Ella se levantó con lentitud, con esa seguridad que solo tienen las mujeres que saben que tienen cuerpo y lo usan sin esfuerzo. Caminó hacia la cocina, los muslos se le abrían apenas con cada paso, y Mateo no pudo evitar mirar —no con ansia, no aún, pero sí con la atención consciente de un hombre que lleva días notando lo que su mente intenta ignorar.

Lucía volvió con dos botellas de Pacifico, las abrió con el anillo de su dedo índice y se las pasó, sin tocarlo, como si hubiera una línea invisible entre ambos. Se sentó de lado, cruzando una pierna sobre la otra, y apoyó la espalda en el respaldo. Se levantó un mechón de cabello con la mano, como si estuviera sudando, aunque la casa estaba fresca y el aire acondicionado zumbaba en la ventana.

—Daniel se va a enojar si regresa y nos encuentra así —dijo ella, con una sonrisa que no llegaba a los ojos.

—¿Así cómo? —preguntó Mateo, ya con la lengua más pesada.

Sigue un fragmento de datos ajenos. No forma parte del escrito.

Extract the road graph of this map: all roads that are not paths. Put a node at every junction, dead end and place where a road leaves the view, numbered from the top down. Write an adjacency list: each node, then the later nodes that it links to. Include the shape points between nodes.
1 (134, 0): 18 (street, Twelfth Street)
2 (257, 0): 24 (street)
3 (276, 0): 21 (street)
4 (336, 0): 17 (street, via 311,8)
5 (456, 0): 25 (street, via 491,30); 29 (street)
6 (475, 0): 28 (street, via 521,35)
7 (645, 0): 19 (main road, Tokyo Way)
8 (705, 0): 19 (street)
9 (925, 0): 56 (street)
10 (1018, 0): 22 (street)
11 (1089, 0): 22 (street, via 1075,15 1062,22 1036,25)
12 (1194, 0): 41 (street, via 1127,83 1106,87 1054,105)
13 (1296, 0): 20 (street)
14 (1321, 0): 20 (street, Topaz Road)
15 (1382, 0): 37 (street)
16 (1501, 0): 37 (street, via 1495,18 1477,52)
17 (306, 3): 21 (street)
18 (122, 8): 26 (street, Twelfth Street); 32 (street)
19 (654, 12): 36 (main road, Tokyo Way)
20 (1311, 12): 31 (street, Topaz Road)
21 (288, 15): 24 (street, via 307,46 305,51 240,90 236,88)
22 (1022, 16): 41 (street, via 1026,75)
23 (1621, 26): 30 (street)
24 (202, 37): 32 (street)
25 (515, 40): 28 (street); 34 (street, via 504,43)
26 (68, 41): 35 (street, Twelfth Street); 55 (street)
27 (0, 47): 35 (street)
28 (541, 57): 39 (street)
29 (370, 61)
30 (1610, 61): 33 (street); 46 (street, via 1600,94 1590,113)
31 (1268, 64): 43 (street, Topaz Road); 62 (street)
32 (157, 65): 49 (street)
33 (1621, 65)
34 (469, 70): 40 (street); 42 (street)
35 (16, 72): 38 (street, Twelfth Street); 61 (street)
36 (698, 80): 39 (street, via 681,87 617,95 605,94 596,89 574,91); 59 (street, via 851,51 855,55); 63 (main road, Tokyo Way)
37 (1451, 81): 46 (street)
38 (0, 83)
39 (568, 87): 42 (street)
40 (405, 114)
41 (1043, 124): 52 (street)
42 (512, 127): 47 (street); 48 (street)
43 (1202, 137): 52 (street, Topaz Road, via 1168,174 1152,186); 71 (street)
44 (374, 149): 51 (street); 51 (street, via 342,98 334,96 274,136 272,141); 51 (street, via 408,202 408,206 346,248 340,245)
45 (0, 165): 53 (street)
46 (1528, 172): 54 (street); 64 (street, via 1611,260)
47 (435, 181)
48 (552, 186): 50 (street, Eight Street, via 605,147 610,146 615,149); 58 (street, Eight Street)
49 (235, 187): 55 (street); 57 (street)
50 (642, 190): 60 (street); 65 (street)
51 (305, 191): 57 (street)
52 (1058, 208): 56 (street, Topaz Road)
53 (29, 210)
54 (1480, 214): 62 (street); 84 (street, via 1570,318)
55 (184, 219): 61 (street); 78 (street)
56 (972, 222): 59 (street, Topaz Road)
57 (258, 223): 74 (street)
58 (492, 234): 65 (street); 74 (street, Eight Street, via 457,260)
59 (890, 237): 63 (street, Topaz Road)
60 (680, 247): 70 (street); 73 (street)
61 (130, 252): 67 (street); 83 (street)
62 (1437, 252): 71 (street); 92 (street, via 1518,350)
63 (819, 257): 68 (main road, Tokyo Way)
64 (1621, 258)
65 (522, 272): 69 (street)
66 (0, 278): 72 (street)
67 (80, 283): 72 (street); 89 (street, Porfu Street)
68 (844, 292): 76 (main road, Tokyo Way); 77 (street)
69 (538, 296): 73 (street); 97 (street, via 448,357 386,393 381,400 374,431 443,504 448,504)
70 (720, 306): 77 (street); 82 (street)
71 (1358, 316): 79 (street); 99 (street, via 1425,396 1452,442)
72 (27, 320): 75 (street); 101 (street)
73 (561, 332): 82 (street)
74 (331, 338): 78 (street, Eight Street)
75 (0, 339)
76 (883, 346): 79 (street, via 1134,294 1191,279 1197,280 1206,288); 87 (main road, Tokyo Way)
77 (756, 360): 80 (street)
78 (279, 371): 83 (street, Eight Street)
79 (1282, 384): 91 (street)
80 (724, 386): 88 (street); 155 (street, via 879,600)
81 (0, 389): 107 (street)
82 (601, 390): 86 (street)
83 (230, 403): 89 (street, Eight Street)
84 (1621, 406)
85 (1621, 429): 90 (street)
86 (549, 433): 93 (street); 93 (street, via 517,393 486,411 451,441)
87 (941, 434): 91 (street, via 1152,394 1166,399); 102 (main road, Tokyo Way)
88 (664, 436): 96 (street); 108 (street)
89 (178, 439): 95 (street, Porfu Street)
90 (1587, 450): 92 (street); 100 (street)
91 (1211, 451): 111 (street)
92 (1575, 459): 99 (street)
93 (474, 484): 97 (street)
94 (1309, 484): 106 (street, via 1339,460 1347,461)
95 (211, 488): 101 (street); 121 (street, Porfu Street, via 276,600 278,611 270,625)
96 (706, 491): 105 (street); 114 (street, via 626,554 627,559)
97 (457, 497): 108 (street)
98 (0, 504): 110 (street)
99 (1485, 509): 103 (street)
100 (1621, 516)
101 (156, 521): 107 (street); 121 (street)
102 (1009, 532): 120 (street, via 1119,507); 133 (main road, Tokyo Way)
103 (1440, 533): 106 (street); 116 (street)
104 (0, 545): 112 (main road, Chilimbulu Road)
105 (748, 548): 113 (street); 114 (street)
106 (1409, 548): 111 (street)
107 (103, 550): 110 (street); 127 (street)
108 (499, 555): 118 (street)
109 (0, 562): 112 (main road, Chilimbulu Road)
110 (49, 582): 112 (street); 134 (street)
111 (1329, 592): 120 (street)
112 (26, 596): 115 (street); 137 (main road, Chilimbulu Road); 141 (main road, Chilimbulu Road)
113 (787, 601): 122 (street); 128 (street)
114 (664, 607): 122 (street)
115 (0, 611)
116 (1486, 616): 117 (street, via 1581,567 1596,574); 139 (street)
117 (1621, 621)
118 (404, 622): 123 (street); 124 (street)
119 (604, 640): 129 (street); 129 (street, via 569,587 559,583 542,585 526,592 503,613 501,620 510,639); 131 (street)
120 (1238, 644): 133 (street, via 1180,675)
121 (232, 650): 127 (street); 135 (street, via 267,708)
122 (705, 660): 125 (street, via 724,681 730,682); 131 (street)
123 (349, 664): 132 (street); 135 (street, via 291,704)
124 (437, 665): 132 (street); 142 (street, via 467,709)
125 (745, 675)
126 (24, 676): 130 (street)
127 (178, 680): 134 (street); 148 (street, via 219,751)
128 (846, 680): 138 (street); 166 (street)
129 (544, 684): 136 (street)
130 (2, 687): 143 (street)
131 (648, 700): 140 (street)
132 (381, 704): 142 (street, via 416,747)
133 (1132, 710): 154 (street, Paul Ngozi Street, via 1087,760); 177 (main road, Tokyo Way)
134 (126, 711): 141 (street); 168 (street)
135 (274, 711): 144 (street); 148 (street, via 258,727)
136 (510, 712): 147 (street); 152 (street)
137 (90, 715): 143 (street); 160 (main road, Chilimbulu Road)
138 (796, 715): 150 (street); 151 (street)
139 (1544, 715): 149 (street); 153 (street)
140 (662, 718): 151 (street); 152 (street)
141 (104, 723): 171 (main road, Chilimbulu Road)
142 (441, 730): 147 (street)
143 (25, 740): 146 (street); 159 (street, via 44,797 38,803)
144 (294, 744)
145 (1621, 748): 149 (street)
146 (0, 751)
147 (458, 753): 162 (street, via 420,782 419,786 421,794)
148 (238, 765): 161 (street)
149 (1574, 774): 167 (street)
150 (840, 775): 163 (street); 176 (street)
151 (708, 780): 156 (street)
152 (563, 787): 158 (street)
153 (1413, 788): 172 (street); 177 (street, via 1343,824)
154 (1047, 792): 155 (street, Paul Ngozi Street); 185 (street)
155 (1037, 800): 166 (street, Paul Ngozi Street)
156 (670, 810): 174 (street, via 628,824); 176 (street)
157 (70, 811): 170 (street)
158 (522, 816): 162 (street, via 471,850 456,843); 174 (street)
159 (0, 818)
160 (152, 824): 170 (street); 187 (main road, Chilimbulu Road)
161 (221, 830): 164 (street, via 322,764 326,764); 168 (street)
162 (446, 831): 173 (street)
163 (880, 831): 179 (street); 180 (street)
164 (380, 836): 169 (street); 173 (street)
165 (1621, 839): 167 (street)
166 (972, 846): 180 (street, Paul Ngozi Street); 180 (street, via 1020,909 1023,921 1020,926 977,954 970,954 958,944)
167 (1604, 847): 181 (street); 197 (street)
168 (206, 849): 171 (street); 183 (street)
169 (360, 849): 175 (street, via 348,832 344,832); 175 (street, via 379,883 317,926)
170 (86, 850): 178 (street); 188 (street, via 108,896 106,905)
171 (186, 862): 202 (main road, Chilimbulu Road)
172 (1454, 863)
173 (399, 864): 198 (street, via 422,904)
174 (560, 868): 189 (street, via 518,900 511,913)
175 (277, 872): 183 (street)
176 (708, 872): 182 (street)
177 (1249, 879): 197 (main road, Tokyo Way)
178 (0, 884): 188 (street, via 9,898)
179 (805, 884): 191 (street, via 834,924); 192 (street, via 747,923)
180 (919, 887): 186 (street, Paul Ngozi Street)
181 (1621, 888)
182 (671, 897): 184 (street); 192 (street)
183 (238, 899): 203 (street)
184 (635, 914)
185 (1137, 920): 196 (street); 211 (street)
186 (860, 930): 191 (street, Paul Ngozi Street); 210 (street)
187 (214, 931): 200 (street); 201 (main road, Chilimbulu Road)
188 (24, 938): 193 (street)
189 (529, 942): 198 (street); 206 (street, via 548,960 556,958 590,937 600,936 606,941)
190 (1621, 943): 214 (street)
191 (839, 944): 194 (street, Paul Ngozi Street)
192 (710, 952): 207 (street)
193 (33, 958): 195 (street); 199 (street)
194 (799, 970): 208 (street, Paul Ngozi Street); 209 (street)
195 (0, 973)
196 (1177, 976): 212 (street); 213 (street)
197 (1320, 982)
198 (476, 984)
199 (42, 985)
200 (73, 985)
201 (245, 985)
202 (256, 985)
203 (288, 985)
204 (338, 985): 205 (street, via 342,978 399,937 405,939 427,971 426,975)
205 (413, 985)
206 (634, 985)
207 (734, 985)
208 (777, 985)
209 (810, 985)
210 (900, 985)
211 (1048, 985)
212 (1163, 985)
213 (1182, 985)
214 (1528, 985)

—Sentados así, tú y yo, solos, como si no hubiera nadie más en el mundo.

No hubo respuesta inmediata. Solo el sonido del hielo chocando contra el vidrio cuando Lucía dio un trago largo, dejando una marca roja en el borde de la botella. Mateo la miró beber, y notó la forma en que se le hinchó la lengua entre los labios, la curva de su cuello al inclinarse, la forma en que se le contrajeron los pezones contra la camiseta.

—¿Tú crees que me quiere? —preguntó ella de pronto, sin mirarlo.

—¿A ti? Sí, claro —respondió Mateo, confundido.

—No, a mí como mujer. ¿Crees que aún me ve?

—Te ve, Lucía —dijo él, y esta vez sí la miró fijo—. Te ve, y te desea.

Ella soltó una risita baja, casi un susurro. Se levantó, puso las botellas en la mesa, y se sentó justo frente a él, ahora con las rodillas separadas, casi rozando las suyas. El silencio se volvió espeso, cargado, como si el sofá mismo les hubiera concedido permiso.

—¿Y si no regresa esta noche? —susurró.

—Entonces… —Mateo tragó saliva—. Entonces me quedaría a dormir en la habitación de invitados.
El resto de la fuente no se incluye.